▶ _What the task requires_
Scan the records below for the word "hand". Copy each line where it appears.

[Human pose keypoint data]
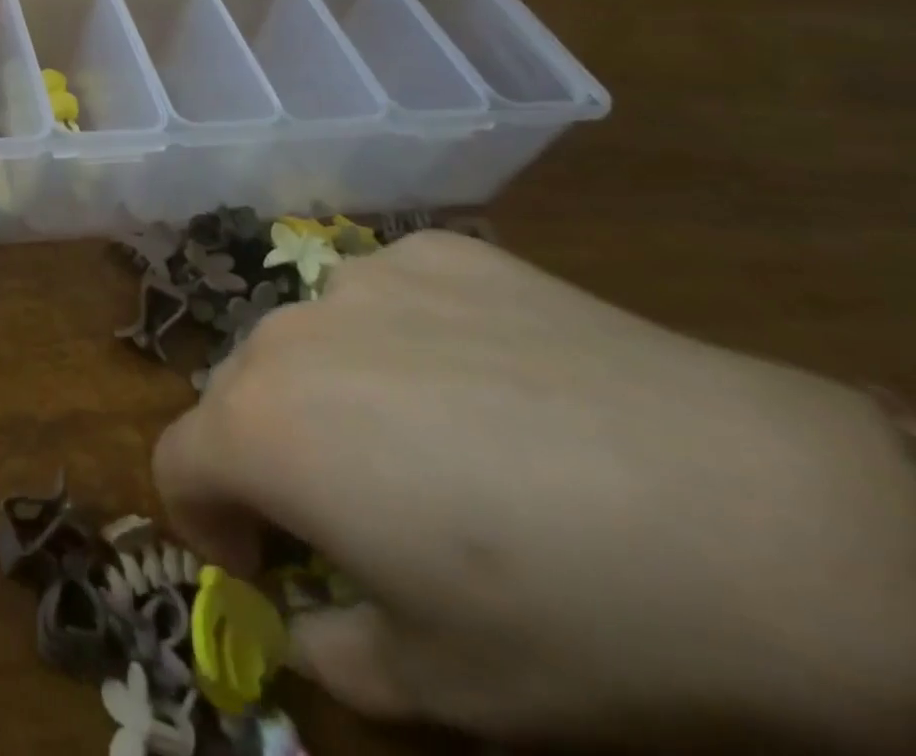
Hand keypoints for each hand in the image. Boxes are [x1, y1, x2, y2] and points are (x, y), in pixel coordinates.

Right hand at [153, 231, 915, 750]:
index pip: (176, 461)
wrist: (759, 513)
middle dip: (267, 454)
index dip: (204, 521)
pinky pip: (384, 298)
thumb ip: (330, 651)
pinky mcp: (434, 251)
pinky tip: (487, 379)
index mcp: (261, 427)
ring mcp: (361, 276)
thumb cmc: (572, 617)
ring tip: (427, 439)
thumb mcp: (436, 684)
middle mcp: (286, 333)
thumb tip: (306, 620)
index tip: (262, 561)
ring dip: (329, 391)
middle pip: (236, 393)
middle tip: (350, 510)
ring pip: (306, 340)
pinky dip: (401, 341)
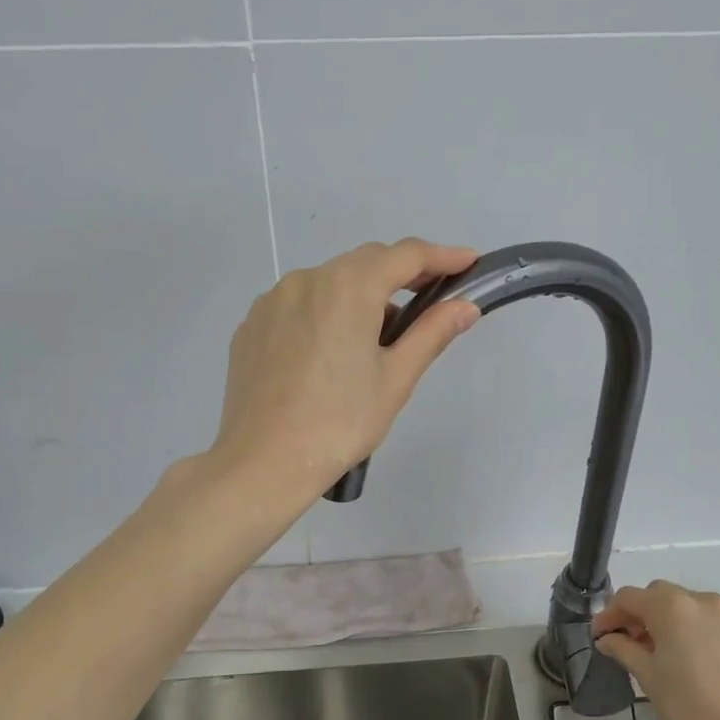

▶ _Expected answer_
Hand keypoints for each hand in the image. Boxes are [x1, y1, x2, y2] and points are (x, y), in pixel coordinates.
Right hand at [153, 231, 915, 750]:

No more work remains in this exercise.